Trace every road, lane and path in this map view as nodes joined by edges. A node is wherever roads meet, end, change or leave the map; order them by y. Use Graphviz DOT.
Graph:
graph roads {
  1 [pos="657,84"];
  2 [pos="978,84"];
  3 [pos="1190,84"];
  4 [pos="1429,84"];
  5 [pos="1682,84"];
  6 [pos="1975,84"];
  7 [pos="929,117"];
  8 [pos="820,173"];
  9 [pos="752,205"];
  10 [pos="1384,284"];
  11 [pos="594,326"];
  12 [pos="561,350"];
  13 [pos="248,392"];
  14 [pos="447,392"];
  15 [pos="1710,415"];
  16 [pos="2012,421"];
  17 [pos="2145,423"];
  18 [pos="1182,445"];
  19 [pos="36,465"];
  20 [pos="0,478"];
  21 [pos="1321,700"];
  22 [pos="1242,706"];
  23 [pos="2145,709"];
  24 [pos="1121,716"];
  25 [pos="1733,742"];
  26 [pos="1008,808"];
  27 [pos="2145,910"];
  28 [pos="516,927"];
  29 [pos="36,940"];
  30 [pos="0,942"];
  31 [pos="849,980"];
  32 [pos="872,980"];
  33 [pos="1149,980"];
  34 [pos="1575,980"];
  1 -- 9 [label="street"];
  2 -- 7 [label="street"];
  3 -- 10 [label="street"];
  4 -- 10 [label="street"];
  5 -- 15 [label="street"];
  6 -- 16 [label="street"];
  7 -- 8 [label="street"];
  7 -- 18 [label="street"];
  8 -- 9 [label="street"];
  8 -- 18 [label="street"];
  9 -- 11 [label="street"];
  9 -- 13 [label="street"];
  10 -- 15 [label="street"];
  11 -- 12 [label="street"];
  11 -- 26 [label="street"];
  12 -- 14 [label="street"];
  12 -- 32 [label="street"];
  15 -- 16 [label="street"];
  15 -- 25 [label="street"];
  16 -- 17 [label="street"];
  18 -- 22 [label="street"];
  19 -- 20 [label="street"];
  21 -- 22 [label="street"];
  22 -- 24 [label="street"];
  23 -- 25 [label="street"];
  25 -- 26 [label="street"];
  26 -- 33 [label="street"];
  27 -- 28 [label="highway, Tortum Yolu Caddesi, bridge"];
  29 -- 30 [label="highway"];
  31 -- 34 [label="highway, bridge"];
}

▬▬▬▬▬▬▬▬▬▬

WORK REQUIRED:
I need every line of the material that includes "roads", so please copy them out.

THE COMPLETED TASK:
Trace every road, lane and path in this map view as nodes joined by edges. A node is wherever roads meet, end, change or leave the map; order them by y. Use Graphviz DOT.
graph roads {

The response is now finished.